I believe I am successfully navigating the stages of grief: I have passed the "knock yourself out at night with xanax so you can't think or feel anything" stage. When I had no more xanax, I entered the "cram your mouth with chocolate and don't eat anything else for days" stage, which I have survived and am recovering from. Now I'm in the "remember" stage. Those are the stages of grief, right?

A few weeks ago, before Daniel left us, I turned off Neil Young and took a break from the gross, nasty, buggy, dark, damp, crumbly garage/studio, which I am very grateful for, and sat on the front porch talking with Daniel. I hadn't washed up, I was still wearing my paint-and-pastel-smeared-apron and my fingers were black with pigment. We watched as a shiny black pickup truck slowly passed my house, backed up and stopped at my mailbox. An elderly black man got out and said as he approached my front porch, "I bet you're the person I'm looking for." "I bet I'm not," I responded, figuring him to be selling something. "I bet you are," he said. "I bet I'm not," I repeated. "Did you put some things out last month during garbage amnesty day?" he asked.

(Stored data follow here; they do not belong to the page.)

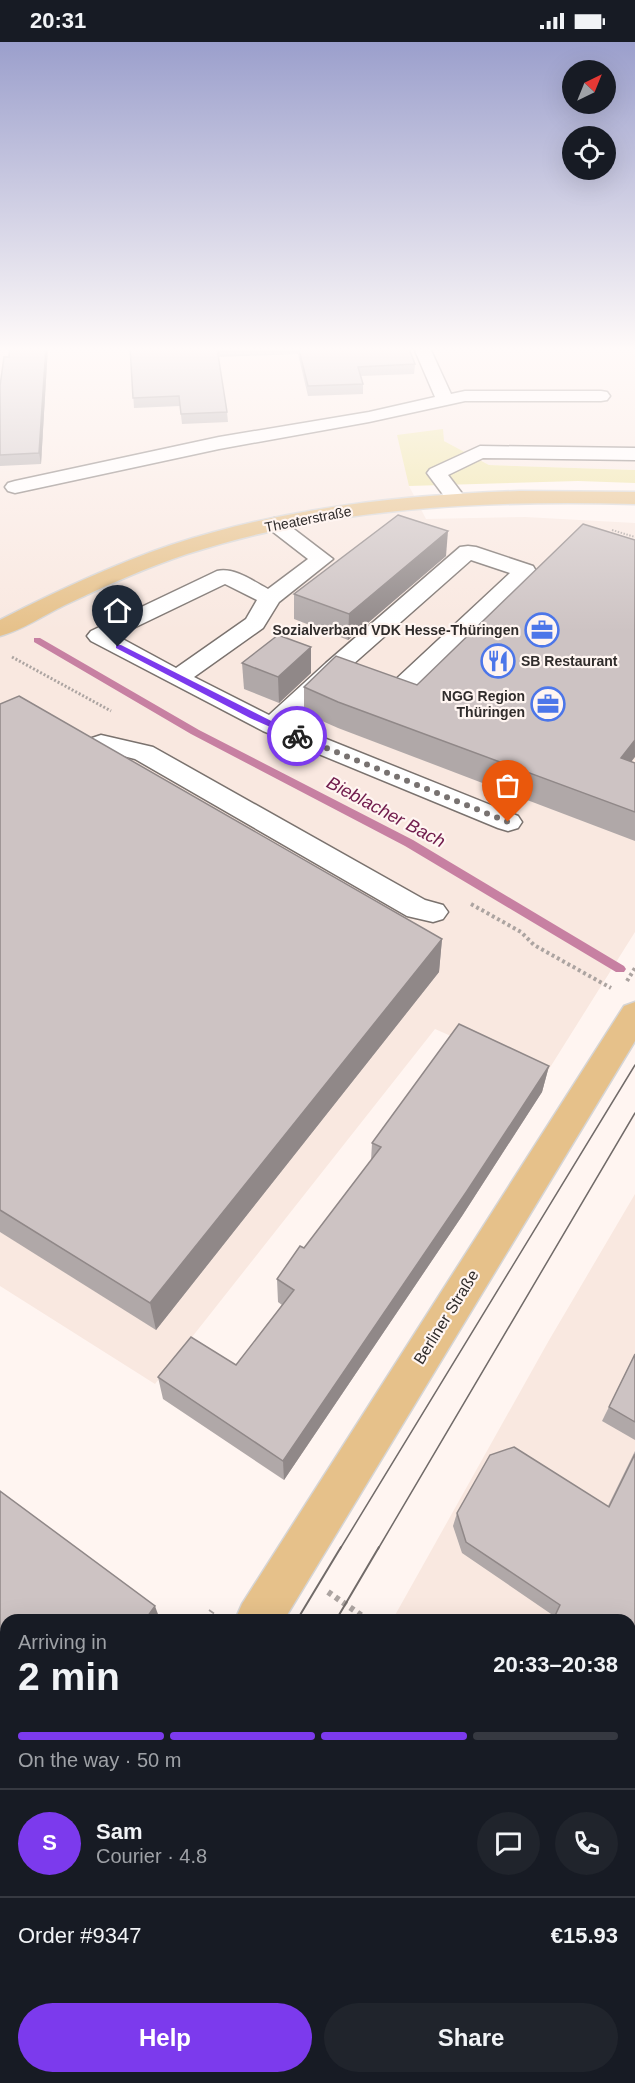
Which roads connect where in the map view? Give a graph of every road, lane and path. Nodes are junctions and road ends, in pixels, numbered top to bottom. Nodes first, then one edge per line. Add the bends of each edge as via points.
1 (229, 441) edge
2 (635, 454) edge
3 (15, 487) dead end
4 (635, 498) edge
5 (457, 500) junction
6 (275, 524) junction
7 (270, 598) junction
8 (0, 629) edge
9 (334, 668) junction
10 (177, 678) junction
11 (272, 726) junction
12 (101, 743) edge
13 (508, 822) dead end
14 (434, 912) dead end
15 (635, 1014) edge
16 (262, 1614) edge

1 - 3 street
2 - 5 street via 480,452 436,472
4 - 5 main road, Theaterstraße
5 - 6 main road, Theaterstraße via 364,508
6 - 7 street via 322,559
6 - 8 main road, Theaterstraße via 133,566
7 - 10 street via 255,623
7 - 10 street via 225,576 99,636
9 - 9 street via 398,690 525,571 468,552
9 - 11 street
10 - 11 street
11 - 13 street
12 - 14 street via 144,753 417,909
15 - 16 main road, Berliner Straße

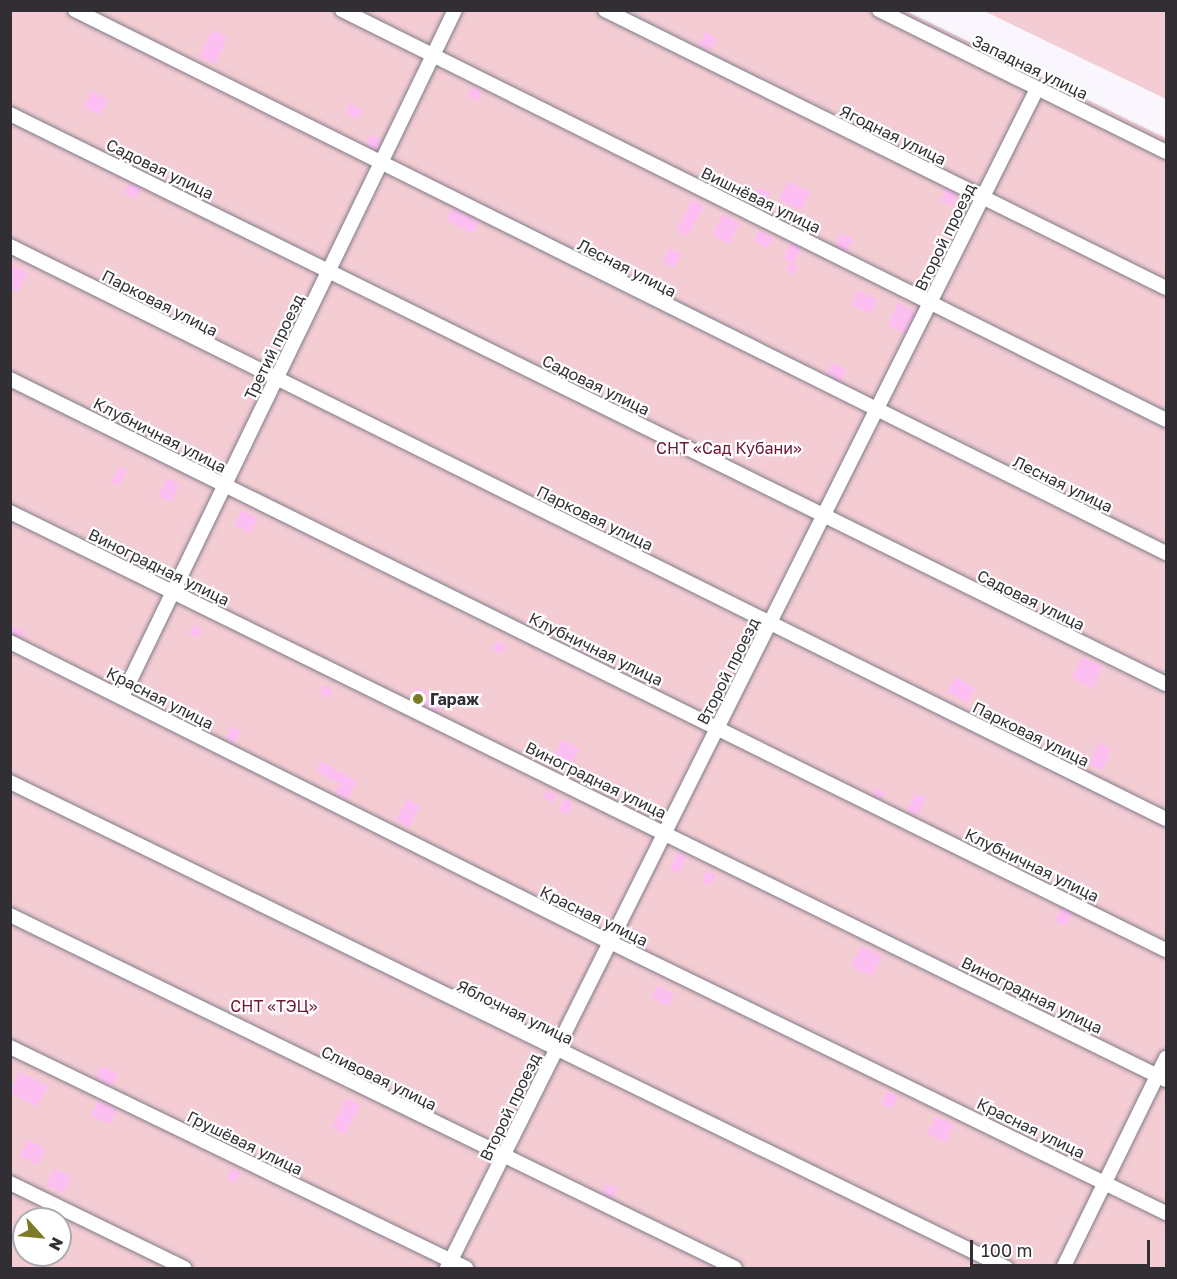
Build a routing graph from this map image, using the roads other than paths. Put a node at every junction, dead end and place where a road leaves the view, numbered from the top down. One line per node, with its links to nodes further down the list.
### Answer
1 (75, 10): 10 (street, Лесная улица)
2 (342, 10): 6 (street, Вишнёвая улица)
3 (455, 10): 6 (street, Третий проезд)
4 (605, 10): 11 (street, Ягодная улица)
5 (879, 10): 7 (street, Западная улица)
6 (432, 56): 10 (street, Третий проезд); 15 (street, Вишнёвая улица)
7 (1037, 89): 9 (street, Западная улица); 11 (street, Второй проезд)
8 (10, 114): 13 (street, Садовая улица)
9 (1167, 152)
10 (381, 163): 13 (street, Третий проезд); 18 (street, Лесная улица)
11 (982, 197): 14 (street, Ягодная улица); 15 (street, Второй проезд)
12 (10, 246): 17 (street, Парковая улица)
13 (329, 272): 17 (street, Третий проезд); 22 (street, Садовая улица)
14 (1167, 288)
15 (930, 303): 18 (street, Второй проезд); 19 (street, Вишнёвая улица)
16 (10, 379): 20 (street, Клубничная улица)
17 (277, 380): 20 (street, Третий проезд); 25 (street, Парковая улица)
18 (877, 411): 22 (street, Второй проезд); 23 (street, Лесная улица)
19 (1167, 420)
20 (226, 486): 24 (street, Третий проезд); 29 (street, Клубничная улица)
21 (10, 512): 24 (street, Виноградная улица)
22 (825, 517): 25 (street, Второй проезд); 27 (street, Садовая улица)
23 (1167, 553)
24 (173, 593): 28 (street, Третий проезд); 32 (street, Виноградная улица)
25 (771, 623): 29 (street, Второй проезд); 31 (street, Парковая улица)
26 (10, 642): 28 (street, Красная улица)
27 (1167, 684)
28 (122, 697): 34 (street, Красная улица)
29 (717, 727): 32 (street, Второй проезд); 35 (street, Клубничная улица)
30 (10, 782): 37 (street, Яблочная улица)
31 (1167, 819)
32 (666, 832): 34 (street, Второй проезд); 39 (street, Виноградная улица)
33 (10, 915): 40 (street, Сливовая улица)
34 (610, 942): 37 (street, Второй проезд); 41 (street, Красная улица)
35 (1167, 950)
36 (10, 1047): 44 (street, Грушёвая улица)
37 (556, 1050): 40 (street, Второй проезд); 48 (street, Яблочная улица)
38 (1167, 1058): 39 (street)
39 (1162, 1078): 41 (street)
40 (505, 1158): 44 (street, Второй проезд); 47 (street, Сливовая улица)
41 (1105, 1182): 43 (street, Красная улица); 49 (street)
42 (10, 1183): 45 (street)
43 (1167, 1213)
44 (448, 1265): 46 (street, Грушёвая улица)
45 (184, 1269)
46 (466, 1269)
47 (735, 1269)
48 (1007, 1269)
49 (1063, 1269)

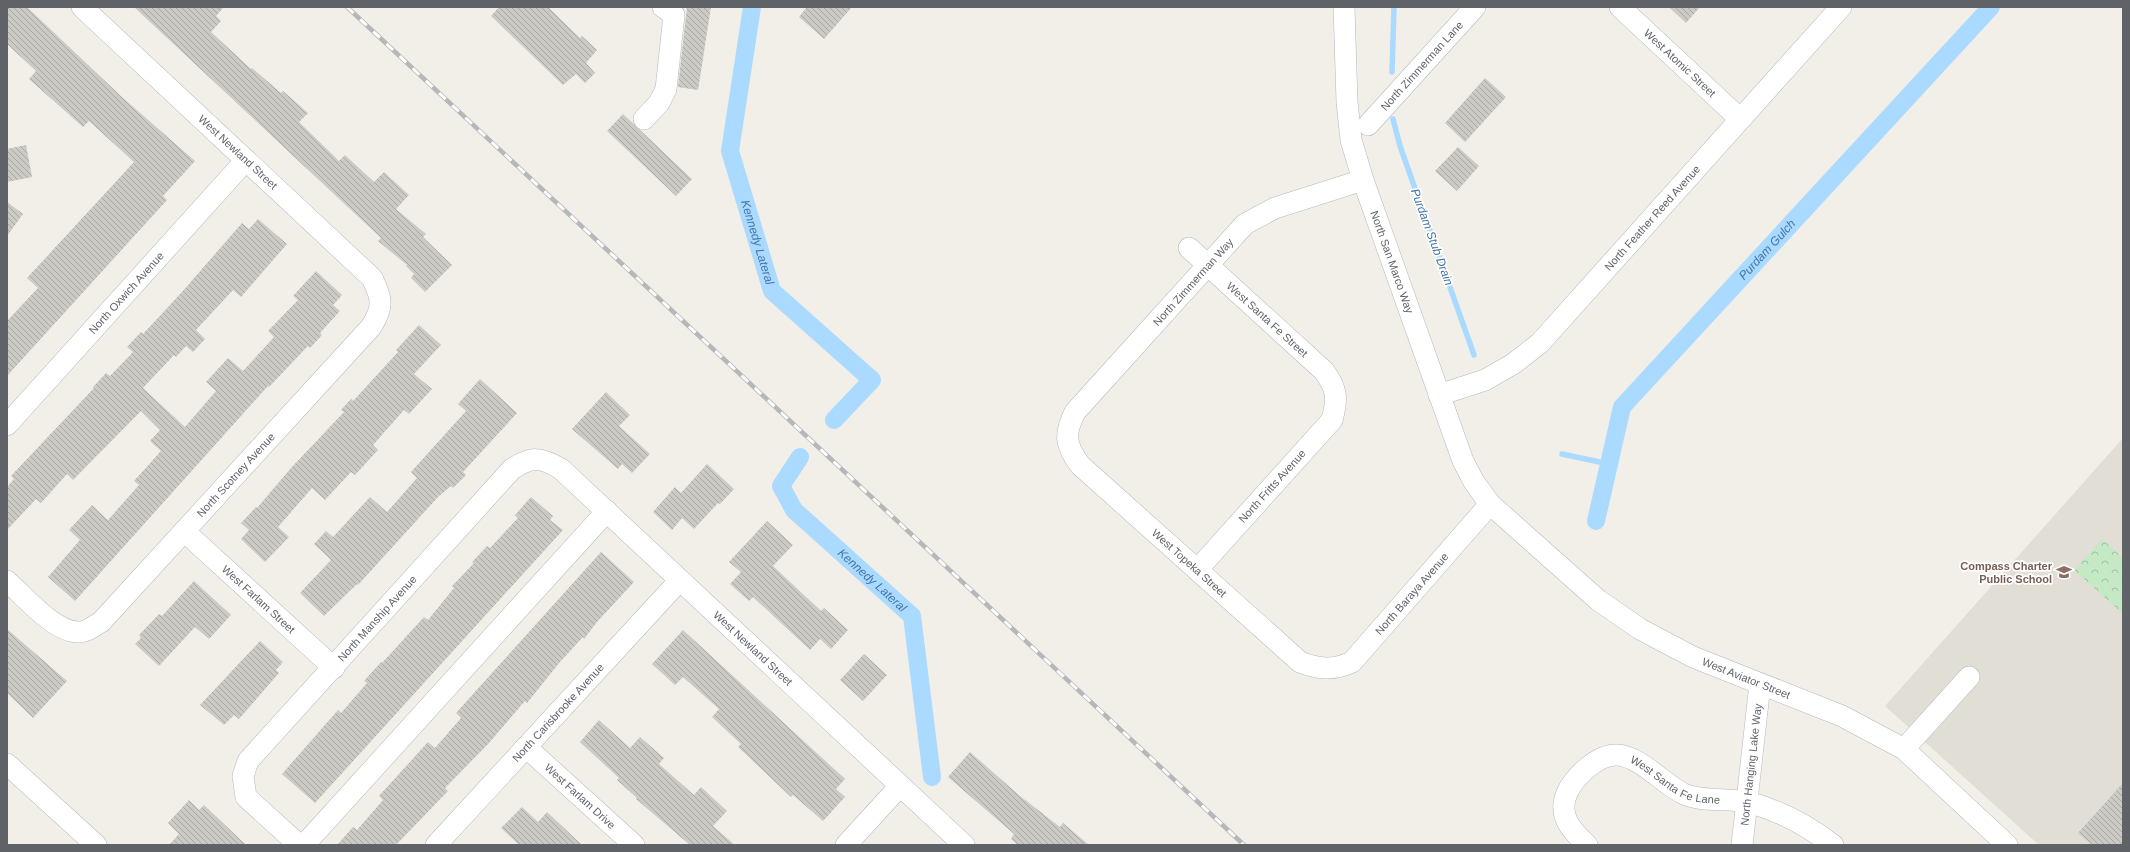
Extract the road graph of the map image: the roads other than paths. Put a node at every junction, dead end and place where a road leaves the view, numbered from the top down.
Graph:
1 (82, 7) edge
2 (663, 7) edge
3 (1344, 7) edge
4 (1475, 7) edge
5 (1620, 7) edge
6 (1841, 7) edge
7 (644, 119) dead end
8 (1740, 119) junction
9 (1368, 125) dead end
10 (246, 160) junction
11 (1363, 180) junction
12 (1189, 248) dead end
13 (1208, 265) junction
14 (381, 305) joint
15 (1439, 395) junction
16 (1336, 397) joint
17 (7, 425) edge
18 (1067, 440) joint
19 (537, 459) joint
20 (1490, 504) junction
21 (607, 512) junction
22 (184, 531) junction
23 (1197, 570) junction
24 (680, 580) junction
25 (7, 581) edge
26 (334, 668) junction
27 (1326, 669) joint
28 (1968, 677) dead end
29 (1760, 684) junction
30 (526, 746) junction
31 (1904, 749) junction
32 (7, 764) edge
33 (900, 786) junction
34 (1747, 802) junction
35 (96, 845) edge
36 (299, 845) edge
37 (304, 845) edge
38 (436, 845) edge
39 (634, 845) edge
40 (846, 845) edge
41 (964, 845) edge
42 (1587, 845) edge
43 (1742, 845) edge
44 (1833, 845) edge
45 (2007, 845) edge

1 - 10 street, West Newland Street
2 - 7 street
3 - 11 street, North San Marco Way
4 - 9 street, North Zimmerman Lane
5 - 8 street, West Atomic Street
6 - 8 street, North Feather Reed Avenue
8 - 15 street, North Feather Reed Avenue
10 - 14 street, West Newland Street
10 - 17 street, North Oxwich Avenue
11 - 13 street, North Zimmerman Way
11 - 15 street, North San Marco Way
12 - 13 street, West Santa Fe Street
13 - 16 street, West Santa Fe Street
13 - 18 street, North Zimmerman Way
14 - 22 street, North Scotney Avenue
15 - 20 street, North San Marco Way
16 - 23 street, North Fritts Avenue
18 - 23 street, West Topeka Street
19 - 21 street, West Newland Street
19 - 26 street, North Manship Avenue
20 - 27 street, North Baraya Avenue
20 - 29 street, West Aviator Street
21 - 24 street, West Newland Street
21 - 37 street
22 - 25 street, North Scotney Avenue
22 - 26 street, West Farlam Street
23 - 27 street, West Topeka Street
24 - 30 street, North Carisbrooke Avenue
24 - 33 street, West Newland Street
26 - 36 street, North Manship Avenue
28 - 31 street
29 - 31 street, West Aviator Street
29 - 34 street, North Hanging Lake Way
30 - 38 street, North Carisbrooke Avenue
30 - 39 street, West Farlam Drive
31 - 45 street, West Aviator Street
32 - 35 street
33 - 40 street
33 - 41 street, West Newland Street
34 - 42 street, West Santa Fe Lane
34 - 43 street, North Hanging Lake Way
34 - 44 street, West Santa Fe Lane

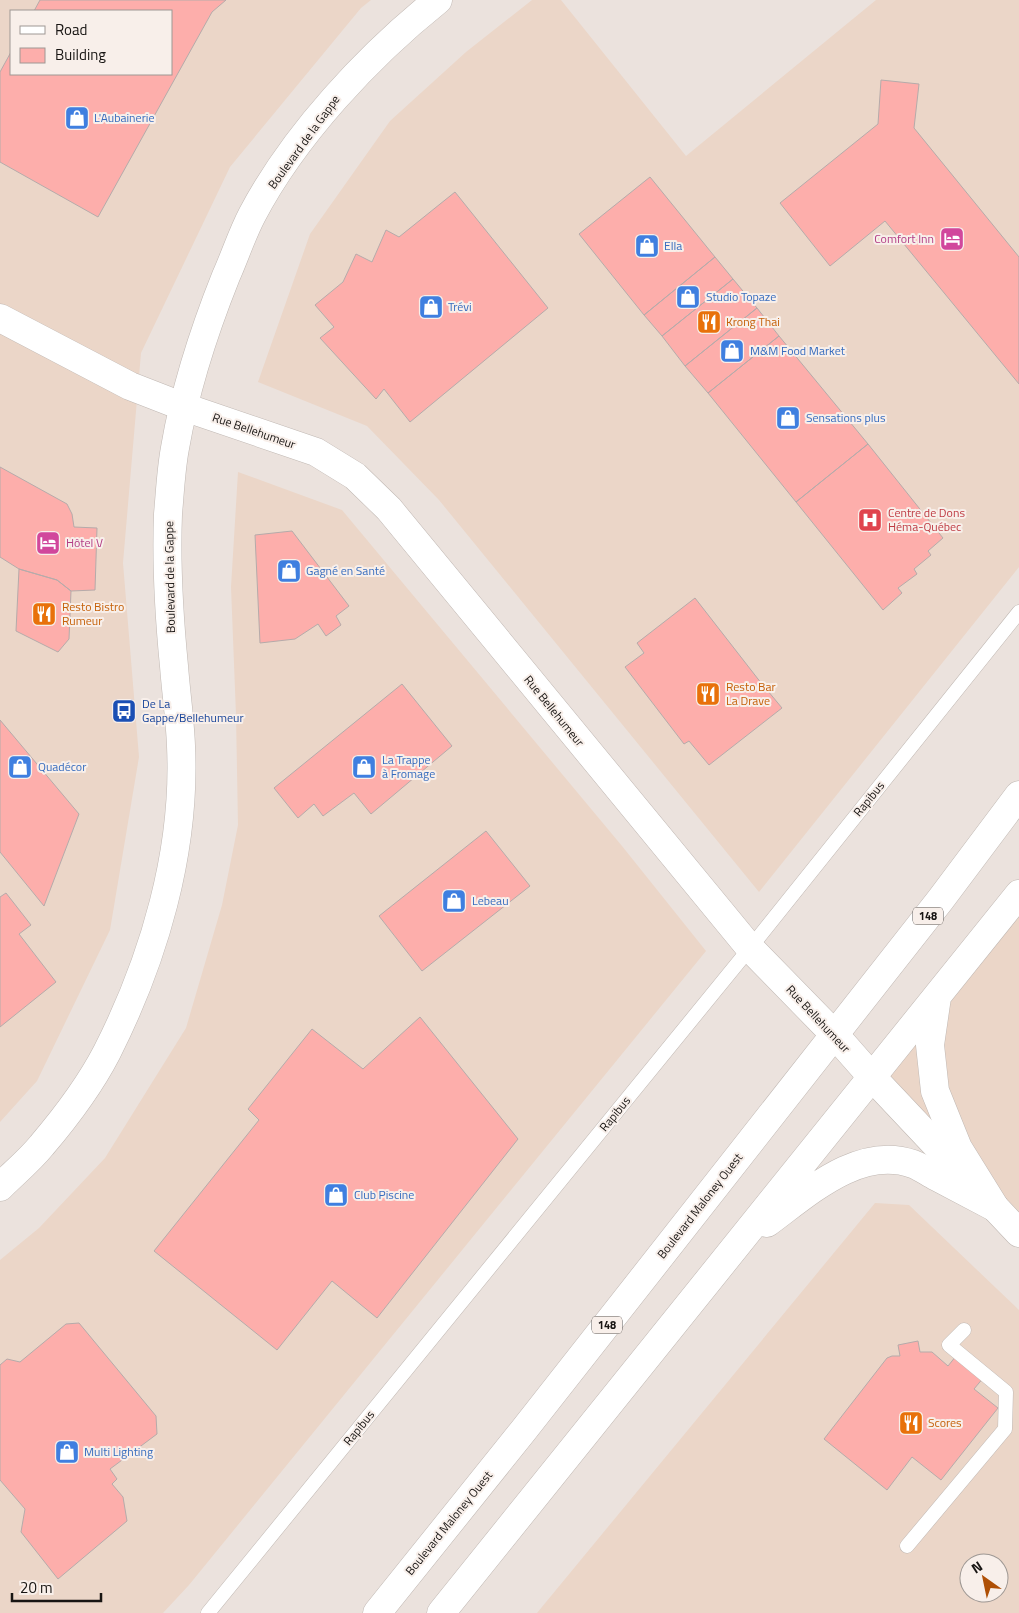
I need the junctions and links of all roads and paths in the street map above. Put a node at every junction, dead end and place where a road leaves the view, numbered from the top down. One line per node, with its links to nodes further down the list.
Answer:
1 (438, 0): 3 (street, Boulevard de la Gappe)
2 (0, 318): 3 (street, Rue Bellehumeur)
3 (184, 407): 7 (street, Rue Bellehumeur); 11 (street, Boulevard de la Gappe)
4 (1019, 612): 7 (lane, Rapibus)
5 (1019, 795): 9 (street, Boulevard Maloney Ouest / 148)
6 (1019, 894): 8 (street)
7 (750, 948): 9 (street, Rue Bellehumeur); 17 (lane, Rapibus)
8 (937, 996): 10 (street); 12 (street)
9 (834, 1035): 10 (street, Rue Bellehumeur); 18 (street, Boulevard Maloney Ouest / 148)
10 (872, 1077): 12 (street, Rue Bellehumeur); 14 (street)
11 (0, 1187)
12 (994, 1207): 13 (street, Rue Bellehumeur); 14 (street)
13 (1019, 1233)
14 (736, 1246): 19 (street)
15 (964, 1330): 16 (lane)
16 (907, 1546)
17 (208, 1613)
18 (378, 1613)
19 (441, 1613)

In September the city of East Point, Georgia, held its bulk pick-up amnesty week. Twice a year you can put anything out on the curb for the garbage collectors, anything they would normally refuse -- broken appliances, furniture, mattresses, whatever. I was warned by my neighbors that the night before the pick-up, locals would scour the streets, stop at the piles that might hide something interesting, and load their vehicles with new treasures. That evening I had joined Mike and George (my next door and across-the-street neighbors who 'planted my vegetables,' installed my security light, trim my hedges and repair my lawnmower) for drinks as they watched to see how long it would take for their broken power tools and a cat-destroyed leather chair to disappear. From my window later I watched as people picked through my crumbling compressed wood-fiber office furniture and discarded old paintings, the ones I didn't have the heart to destroy.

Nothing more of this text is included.